程靜遲滿頭黑線,心想武哥說話還是一如既往地非常冷幽默啊!
“鍋里還燉著東西,你快去看著,一會別燒糊了。”喬白術也是一臉受不了的表情,把季行武打發進廚房后,招呼程靜遲和厲戰坐下,道,“坐車累了吧?行武剛才榨了甘蔗汁,先喝一杯,飯馬上就做好了。”
程靜遲想留著肚子一會吃老鴨粉絲湯,只喝了一小杯甘蔗汁,倒是厲戰對這種甜甜的飲品非常感興趣,一連喝了好幾杯。
厲戰解除全身武裝的時候,露出的斑紋臉讓程外公和喬白術都愣了一下,好在兩人都是經歷過風浪的,尤其是喬外公,一生行醫,看慣了各種疑難雜癥,厲戰的臉雖然有點詭異,但也沒有怎么大驚小怪,更多的反而是好奇。

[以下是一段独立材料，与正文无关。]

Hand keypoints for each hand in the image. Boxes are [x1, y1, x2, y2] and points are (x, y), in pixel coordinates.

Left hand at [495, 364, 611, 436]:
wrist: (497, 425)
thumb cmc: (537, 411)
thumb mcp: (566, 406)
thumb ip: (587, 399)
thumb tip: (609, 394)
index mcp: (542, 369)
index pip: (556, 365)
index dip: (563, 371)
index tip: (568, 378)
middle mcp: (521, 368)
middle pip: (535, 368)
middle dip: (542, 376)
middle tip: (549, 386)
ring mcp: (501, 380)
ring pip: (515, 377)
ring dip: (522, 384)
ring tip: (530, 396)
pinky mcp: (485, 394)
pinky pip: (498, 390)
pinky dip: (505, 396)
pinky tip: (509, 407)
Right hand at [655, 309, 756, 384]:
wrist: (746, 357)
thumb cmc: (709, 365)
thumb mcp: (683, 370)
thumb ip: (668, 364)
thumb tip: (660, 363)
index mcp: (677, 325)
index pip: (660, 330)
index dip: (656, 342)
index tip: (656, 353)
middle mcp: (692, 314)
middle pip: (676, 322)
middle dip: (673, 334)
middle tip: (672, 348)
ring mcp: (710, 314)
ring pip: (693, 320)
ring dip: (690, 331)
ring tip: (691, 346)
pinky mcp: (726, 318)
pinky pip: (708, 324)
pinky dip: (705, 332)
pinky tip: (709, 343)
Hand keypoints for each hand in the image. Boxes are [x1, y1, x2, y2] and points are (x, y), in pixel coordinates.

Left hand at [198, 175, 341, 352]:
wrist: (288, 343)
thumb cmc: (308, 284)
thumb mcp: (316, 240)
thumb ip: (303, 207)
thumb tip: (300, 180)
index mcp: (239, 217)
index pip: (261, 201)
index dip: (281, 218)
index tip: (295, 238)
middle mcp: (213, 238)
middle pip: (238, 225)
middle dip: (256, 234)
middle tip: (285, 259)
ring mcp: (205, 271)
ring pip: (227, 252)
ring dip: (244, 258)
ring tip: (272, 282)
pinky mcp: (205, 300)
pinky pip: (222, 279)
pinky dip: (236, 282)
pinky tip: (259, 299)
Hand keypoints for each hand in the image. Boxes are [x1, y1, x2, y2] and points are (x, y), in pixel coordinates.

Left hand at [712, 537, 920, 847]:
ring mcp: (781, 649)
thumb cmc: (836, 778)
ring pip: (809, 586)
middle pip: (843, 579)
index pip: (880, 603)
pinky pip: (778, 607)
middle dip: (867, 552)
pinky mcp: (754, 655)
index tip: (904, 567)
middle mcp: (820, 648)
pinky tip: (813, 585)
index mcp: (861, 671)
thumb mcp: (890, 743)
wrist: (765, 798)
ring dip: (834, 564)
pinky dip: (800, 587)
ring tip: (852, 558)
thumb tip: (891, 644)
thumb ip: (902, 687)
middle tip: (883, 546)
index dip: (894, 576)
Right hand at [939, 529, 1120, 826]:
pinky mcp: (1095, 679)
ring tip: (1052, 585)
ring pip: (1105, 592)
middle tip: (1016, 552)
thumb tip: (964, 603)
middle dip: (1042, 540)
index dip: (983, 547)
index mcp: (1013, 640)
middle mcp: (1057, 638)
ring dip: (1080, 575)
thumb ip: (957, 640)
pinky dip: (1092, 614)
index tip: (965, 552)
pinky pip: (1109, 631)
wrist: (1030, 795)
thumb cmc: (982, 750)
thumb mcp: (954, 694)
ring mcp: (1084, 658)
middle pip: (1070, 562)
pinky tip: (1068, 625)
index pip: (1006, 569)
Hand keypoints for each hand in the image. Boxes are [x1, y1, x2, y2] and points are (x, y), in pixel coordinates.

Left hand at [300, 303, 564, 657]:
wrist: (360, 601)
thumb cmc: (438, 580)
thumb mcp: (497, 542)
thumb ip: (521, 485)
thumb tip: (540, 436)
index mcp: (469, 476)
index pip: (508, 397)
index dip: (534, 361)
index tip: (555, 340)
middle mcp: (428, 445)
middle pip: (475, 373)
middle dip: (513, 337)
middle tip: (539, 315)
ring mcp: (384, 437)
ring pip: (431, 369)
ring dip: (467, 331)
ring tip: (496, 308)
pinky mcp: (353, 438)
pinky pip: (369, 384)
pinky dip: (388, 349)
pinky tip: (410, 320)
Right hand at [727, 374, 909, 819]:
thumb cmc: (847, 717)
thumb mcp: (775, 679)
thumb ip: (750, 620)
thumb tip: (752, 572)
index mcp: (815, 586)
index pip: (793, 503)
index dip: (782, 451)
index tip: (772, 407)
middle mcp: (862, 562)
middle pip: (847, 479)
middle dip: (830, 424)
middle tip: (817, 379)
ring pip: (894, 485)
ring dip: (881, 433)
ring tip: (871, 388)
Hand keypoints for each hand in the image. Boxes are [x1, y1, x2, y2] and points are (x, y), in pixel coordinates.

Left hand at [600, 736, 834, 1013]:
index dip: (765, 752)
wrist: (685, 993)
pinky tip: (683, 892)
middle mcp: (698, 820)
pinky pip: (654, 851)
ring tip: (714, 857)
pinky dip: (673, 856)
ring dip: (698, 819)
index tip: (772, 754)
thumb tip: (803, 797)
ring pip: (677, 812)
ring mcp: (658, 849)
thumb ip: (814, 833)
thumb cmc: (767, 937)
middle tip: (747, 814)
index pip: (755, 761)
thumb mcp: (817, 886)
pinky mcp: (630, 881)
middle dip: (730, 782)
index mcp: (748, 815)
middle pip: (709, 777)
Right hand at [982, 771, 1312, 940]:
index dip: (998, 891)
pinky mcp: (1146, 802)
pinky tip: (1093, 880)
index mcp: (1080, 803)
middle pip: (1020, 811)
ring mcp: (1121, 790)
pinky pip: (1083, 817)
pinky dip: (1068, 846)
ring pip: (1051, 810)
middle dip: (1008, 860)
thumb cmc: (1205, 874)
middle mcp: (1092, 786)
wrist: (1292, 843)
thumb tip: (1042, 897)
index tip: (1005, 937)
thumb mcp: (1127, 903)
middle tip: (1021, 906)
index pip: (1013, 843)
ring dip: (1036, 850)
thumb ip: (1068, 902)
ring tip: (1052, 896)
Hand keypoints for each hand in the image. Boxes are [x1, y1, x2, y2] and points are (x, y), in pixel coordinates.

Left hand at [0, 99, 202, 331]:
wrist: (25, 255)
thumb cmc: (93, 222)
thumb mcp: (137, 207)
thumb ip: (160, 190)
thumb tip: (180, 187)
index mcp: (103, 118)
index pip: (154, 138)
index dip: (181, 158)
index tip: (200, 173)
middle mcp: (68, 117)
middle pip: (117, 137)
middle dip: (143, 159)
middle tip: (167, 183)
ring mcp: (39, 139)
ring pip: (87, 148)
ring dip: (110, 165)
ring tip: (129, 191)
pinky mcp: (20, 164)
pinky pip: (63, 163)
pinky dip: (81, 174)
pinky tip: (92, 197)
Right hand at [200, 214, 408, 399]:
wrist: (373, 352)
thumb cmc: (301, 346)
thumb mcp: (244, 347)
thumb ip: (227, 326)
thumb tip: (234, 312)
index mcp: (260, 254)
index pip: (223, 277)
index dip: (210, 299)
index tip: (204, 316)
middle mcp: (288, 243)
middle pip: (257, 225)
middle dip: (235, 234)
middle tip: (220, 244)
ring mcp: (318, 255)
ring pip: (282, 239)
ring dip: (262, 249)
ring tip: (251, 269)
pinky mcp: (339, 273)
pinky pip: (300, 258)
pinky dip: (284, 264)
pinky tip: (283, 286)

喬外公甚至還蹲到厲戰跟前,仔細打量了一下他臉上的斑紋,道:“小伙子,你這是中了火毒嗎?”
程靜遲哈哈一笑,說:“外公,你被騙了吧,他臉上的斑紋其實是畫的,上次我們出去玩講笑話,誰講的笑話不好笑,最后臉上就要被油性筆涂臉,他講的笑話一點也不好笑,所以臉被涂成這樣了,要一個月才能洗掉呢。”
喬外公瞥了外孫一眼,沒理他。
明明就是火毒攻心,毒排不出來,全朝著臉上涌,還騙他是油性筆畫的,真當他老眼昏花么。
厲戰看了程靜遲一眼,點頭道:“老先生好眼力。”
喬外公來了興趣:“來來來,小伙子我給你把下脈。”
身為一個極富研究精神的老中醫,越是少見的疑難雜癥越是讓程外公感興趣,恨不得現在就把厲戰當作病人,里里外外研究一番。